If the prerequisites of the theorem are not fulfilled (e.g., n is not a power of w), we need to use ceiling function in the computation of the communication function, that is, we are interested in the function \(\lceil \mathsf {com}_{2} (\dots )\rceil := \lceil \mathsf {rec}_{2} (\dots )\rceil + \lceil \mathsf {sen}_{2} (\dots )\rceil \).
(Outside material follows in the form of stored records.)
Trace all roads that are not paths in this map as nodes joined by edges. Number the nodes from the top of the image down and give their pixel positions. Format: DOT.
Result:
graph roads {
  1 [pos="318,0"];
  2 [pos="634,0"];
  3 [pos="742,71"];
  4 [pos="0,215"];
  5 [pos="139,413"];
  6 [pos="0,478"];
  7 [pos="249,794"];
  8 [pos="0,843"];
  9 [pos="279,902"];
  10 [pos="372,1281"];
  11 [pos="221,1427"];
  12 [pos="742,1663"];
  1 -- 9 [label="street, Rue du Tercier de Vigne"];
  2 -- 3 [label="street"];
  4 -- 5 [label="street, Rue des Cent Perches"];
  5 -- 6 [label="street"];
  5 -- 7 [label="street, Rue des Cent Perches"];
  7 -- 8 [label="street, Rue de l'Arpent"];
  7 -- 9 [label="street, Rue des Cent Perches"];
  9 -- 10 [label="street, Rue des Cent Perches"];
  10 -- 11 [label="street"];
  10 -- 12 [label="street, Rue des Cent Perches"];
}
Kiayias et al. [10] gave a few numerical examples of the efficiency of their CPIR protocol. In Fig. 1, we will give a comparison with the current work; the columns “theoretical” give the value of the function \(\mathsf {com}_{2}\), while the columns “With rounding” give the value of the function \(\lceil \mathsf {com}_{2}\rceil \). In all cases, \(\kappa = 2048\) and \(n = w^m = 5^7\). As we can see, due to the rounding errors present in the protocol of [10], the current work achieves always slightly better efficiency.
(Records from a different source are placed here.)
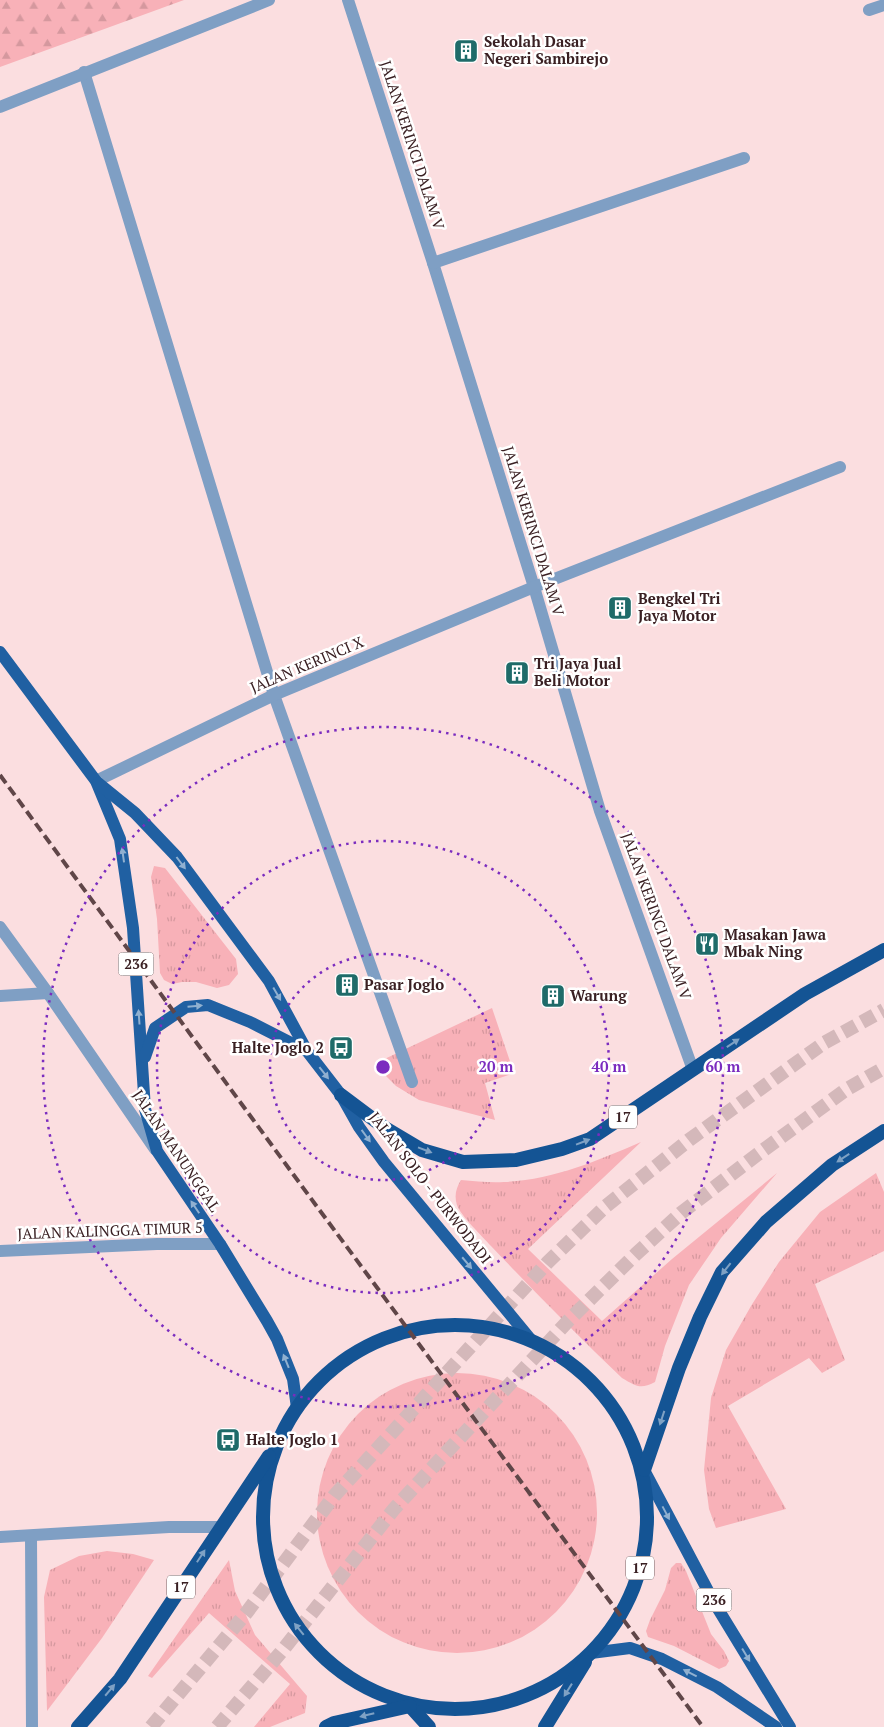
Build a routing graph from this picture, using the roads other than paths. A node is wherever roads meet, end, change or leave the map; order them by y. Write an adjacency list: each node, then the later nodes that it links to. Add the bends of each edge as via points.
1 (269, 0): 5 (street)
2 (348, 0): 8 (street, JALAN KERINCI DALAM V)
3 (884, 5): 4 (street)
4 (870, 10)
5 (84, 72): 6 (street); 12 (street)
6 (0, 107)
7 (744, 158): 8 (street)
8 (433, 263): 10 (street, JALAN KERINCI DALAM V)
9 (840, 467): 10 (street, JALAN KERINCI X)
10 (534, 587): 12 (street, JALAN KERINCI X); 20 (street, JALAN KERINCI DALAM V, via 600,812)
11 (0, 652): 13 (main road, JALAN SOLO - PURWODADI / 236)
12 (274, 695): 13 (street, JALAN KERINCI X); 21 (street)
13 (96, 781): 18 (main road, JALAN SOLO - PURWODADI / 236, one-way to 18, via 135,813 177,856 269,981); 19 (main road, JALAN SOLO - PURWODADI / 236, one-way to 13, via 133,928 120,839)
14 (0, 927): 16 (street, JALAN MANUNGGAL)
15 (884, 950): 20 (highway, 17, one-way to 15, via 805,994)
16 (48, 994): 17 (street); 24 (street, JALAN MANUNGGAL)
17 (0, 996)
18 (307, 1051): 19 (main road, JALAN SOLO - PURWODADI / 236, one-way to 18, via 155,1028 186,1007 208,1005); 22 (main road, JALAN SOLO - PURWODADI / 236, one-way to 22)
19 (142, 1064): 24 (main road, JALAN SOLO - PURWODADI / 236, via 145,1109)
20 (694, 1070): 22 (highway, 17, one-way to 20, via 385,1128 422,1150 464,1162 516,1160 590,1139)
21 (412, 1082)
22 (341, 1095): 27 (main road, JALAN SOLO - PURWODADI / 236, one-way to 27, via 384,1162)
23 (884, 1131): 30 (highway, 17, one-way to 30, via 832,1165 766,1222 722,1272 679,1368)
24 (157, 1151): 25 (main road, JALAN MANUNGGAL, one-way to 24)
25 (220, 1244): 26 (street, JALAN KALINGGA TIMUR 5); 28 (main road, JALAN MANUNGGAL, one-way to 25, via 293,1378 277,1339)
26 (0, 1251)
27 (532, 1341): 28 (highway, 17, via 496,1329 459,1325 422,1328 385,1338 351,1356 321,1380); 30 (highway, 17, via 565,1358 593,1382 617,1412)
28 (297, 1408): 29 (highway, 17)
29 (278, 1442): 31 (highway, 17); 35 (highway, 17, one-way to 29, via 347,1676 318,1652 294,1622 276,1590 266,1553 263,1515 266,1478)
30 (644, 1470): 34 (highway, 17, via 648,1518 644,1555 633,1590); 42 (main road, 236, one-way to 42, via 716,1604)
31 (220, 1527): 32 (street, via 169,1526); 37 (highway, 17, one-way to 31, via 120,1679)
32 (31, 1536): 33 (street); 36 (street)
33 (0, 1537)
34 (591, 1653): 35 (highway, 17, via 562,1676 528,1694 492,1704 455,1709); 40 (highway, one-way to 40); 41 (main road, one-way to 34, via 717,1687 662,1658 630,1648)
35 (410, 1706): 38 (highway, 17, one-way to 38); 39 (highway)
36 (32, 1727)
37 (78, 1727)
38 (326, 1727)
39 (429, 1727)
40 (544, 1727)
41 (776, 1727)
42 (790, 1727)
On Fig. 4, we depict the rate of the \(\lceil \mathsf {com}_{2}\rceil \) of the new CPIR protocol as a function of \(\log _2 (\ell {/}\kappa )\). In particular, the rate of the protocol from the current paper (when rounding included) is 0.917714 for \(\ell = 10^5 \kappa \) and \(0.997207 \kappa \) for \(\ell = 10^8 \kappa \). Computing a similar graphic for the CPIR protocol of [10] would be quite time consuming.

Fig. 4.
figure 4

The rate of the new CPIR protocol as a function of \(\log _2 (\ell {/}\kappa )\), i.e., on logarithmic scale, for \(w = 5\), \(n = 5^7\) and \(\kappa = 2048\). The smooth (blue) line corresponds to the case without rounding errors. The jumpy (purple) line corresponds to the case with rounding errors; note that it also rounds up the non-private case, i.e., it uses \(\ell + \lceil \log _2 n\rceil \) as the amount of useful information. This explains why the case with rounding errors usually has a better rate than the case without (Color figure online)

Full size image

If n is arbitrary (not a power of w), then a standard approach is to add to the database a number of dummy elements so as to increase the database size to the next power of w. This will incur similar—very small!—penalties for the protocols of [10] and of the current paper. For example, consider the cases \(\kappa = 2048\), \(\ell = 10^5 \kappa \), and \(w = 5\). If \(n = 5^7\) is increased to \(n = 5^7 + 1\) (the worst case, since one has to add \(5^7 - 1\) dummy elements), the rate will decrease from 0.917714 to 0.906919.

Finally, the problem of optimizing the protocol for small values of \(\ell \) is clearly out of scope for the current work since we try to decrease rate for large values of \(\ell \). See, e.g., Sect. 3 of [12] for a discussion of the case of small \(\ell \).

6 Open Problems

A major open problem left by the current work is to construct a CPIR protocol where the rate function grows faster than Eq. (5), or to show that this is not possible. An impossibility proof might be possible in some restricted model.

The second open problem is to construct a rate-optimal CPIR protocol with the better computational complexity. (See [10] for a detailed discussion about the computational complexity.)